We had a list, because what do I know? My experiences with pet ownership involved two prematurely deceased hamsters and a sadly neglected guinea pig that gave my mom asthma. If we were going to make the commitment, it would be to perfection. Male, 8-9 weeks of pure, rambunctious kittenhood, loving, cuddly, sweet, those white little paws and a white belly, if we could help it.
We had only just allowed ourselves to have a color preference, and had been tailoring our daily kitten photo emails to each other accordingly. There’s a wide world out there, we figured – there’s no reason we can’t get exactly what we want. Shelters were over us; we could only take one, we can’t be home all day. We were tired of the women who were so tired of us, and our brand of kitten-hungry, baby-practicing yuppies. Only this woman on Craigslist had declared us fit, and had opened her swarming apartment’s doors to us.
Kittens! Everywhere, kittens – scampering, cavorting, squirming, jumping on us, running away. A teeny long-haired girl, not yet weaned, cuddled up in my palms. Vetoed by E. – doesn’t fit the list. So we kept looking, crawling under tables, picking up warm, boneless little bodies that hung slackly on either side of our hands, until eventually the paper-perfect one came flying in from an unknown direction, skidding to a stop into our legs. Male, black and white, socks, belly, right age. “Ah, him,” she said, shaking her head gently. “We call him Beelzebub.”
E. and I exchanged glances. “Um,” I asked, “ironically?”
“Well, let me put it to you this way. He’s just discovered how to pull down all the clothes off my hangers.”
“For fun!” Her boyfriend called from the kitchen.
“Yeah, for fun. He’s sweet, sometimes. Then he can be…bipolar.”
We invited him into our laps, cuddled up to him, rolled around with him on this stranger’s kitchen floor. He struggled out of our arms and attacked a cat toy with his teeth. Maybe this is just who kittens are, I thought, dreams of soft, sleeping fur slowing crumbling. Maybe all that talk about knowing it’s the right one, or them choosing you – maybe that’s all just a myth we tell ourselves to justify opening our hearts and homes to a cute, oblivious little animal. Maybe we project a personality because otherwise we’re just the saps cleaning up their poop. Boy, we’re idiots, we humans.
Then a little gray one moseyed over to E., who was wresting the toy away from the others. With a free hand, E. offered him a little scratch, which was willingly received, purringly leaned-into. Beelzebub was hanging from the toy, hovering, death-gripped, while I sat there, desperately willing myself to fall in love with him and oblivious to the bond cementing a foot away. E. looked down at his other hand, and then, apologetically, at me.
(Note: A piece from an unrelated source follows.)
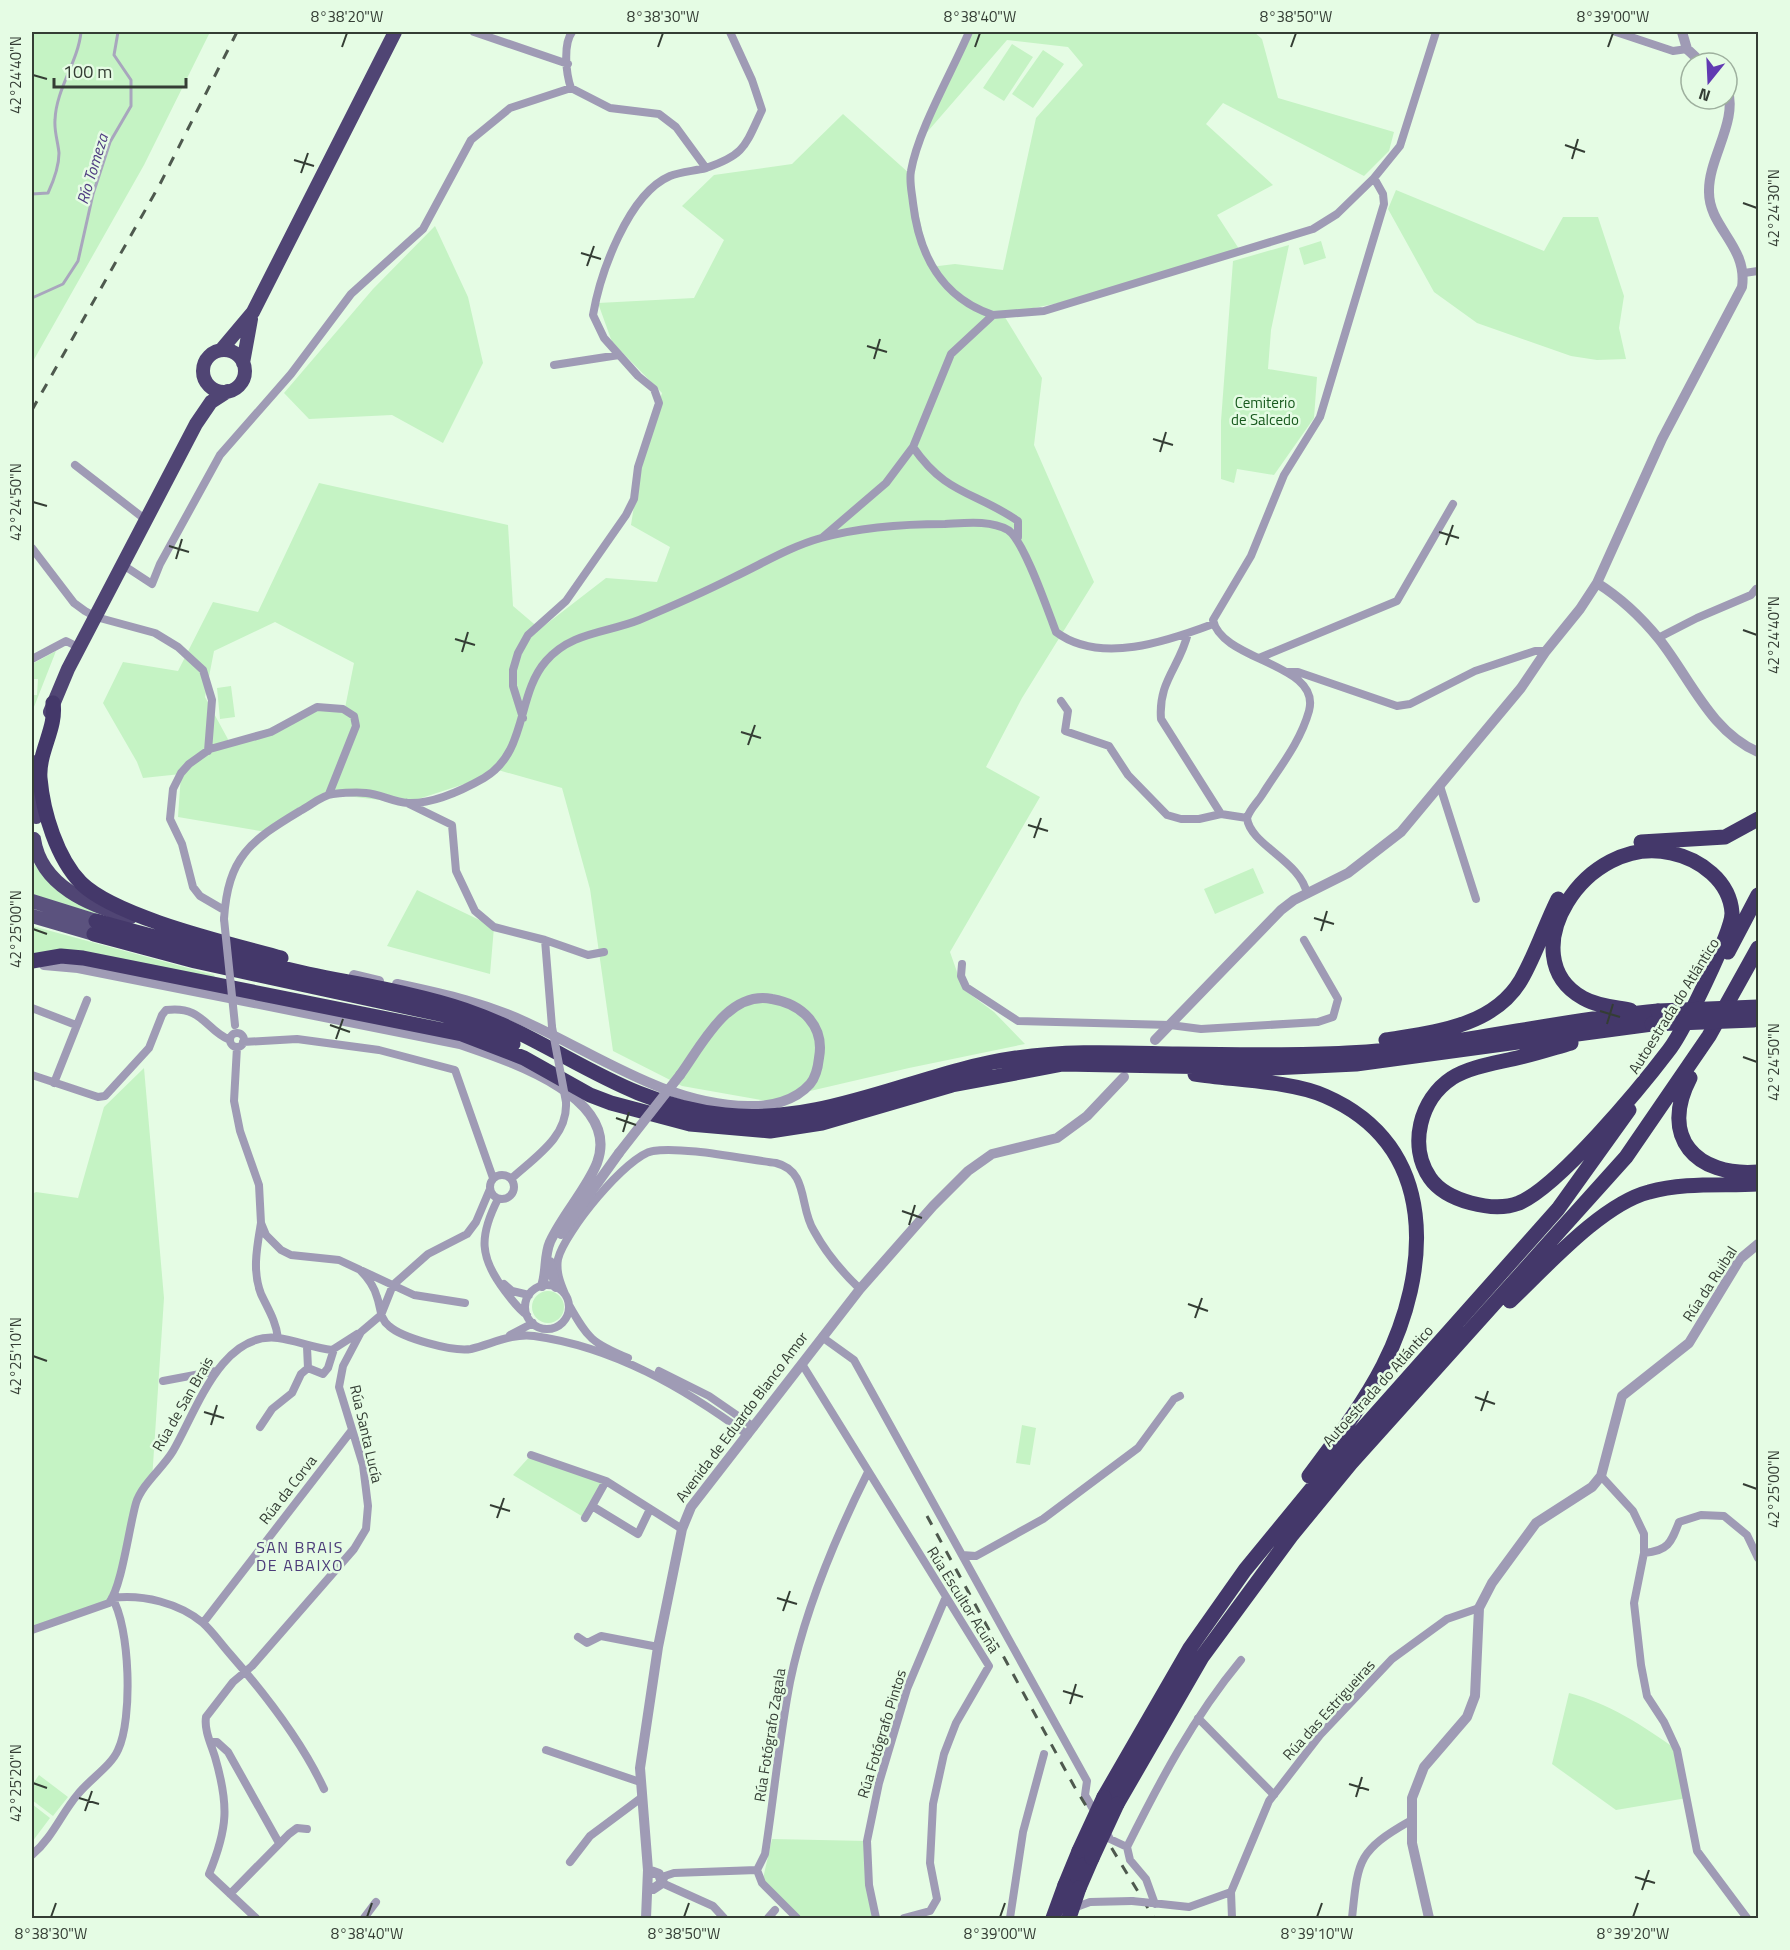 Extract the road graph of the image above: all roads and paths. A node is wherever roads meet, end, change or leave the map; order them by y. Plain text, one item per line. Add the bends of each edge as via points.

“I think I want the gray one.”
***
IT’S BEEN A week, and we’re changed. I had no idea that it could feel like this, that after such a short amount of time, the idea of him being gone makes our house – happily occupied by us for almost two years and accommodating our own love beautifully – feel empty. He cuddles up to us, smells us, trusts us, sleeps on us, plays with us. We let him disrupt our own intimacy as open up our unit of two to someone else – he’s in our bed, he joins us for breakfast, he occupies the stroking hand that E. had previous reserved for my back alone. He creates insecurities. I worry about him when I’m at work, what we must think of us when we abandon him during the day. I watch him with E. and wonder if he’s secretly choosing allegiances. I stare at him with a heart full of the warmest, most uncomplicated kind of love, examining the subtle striping on his hind legs, the dark burgundy of his nose, the white spots on his belly. “These photos don’t even come close,” I told E. with the authority of a parent.
Which, I can say, now, as I – we – take this small step, feel this attachment, defend his behavior, lovingly scoop his poop, feel ourselves distracted from each other, and irrevocably amplify our lives: I am not ready to be yet. But I think, just maybe, I kinda get it.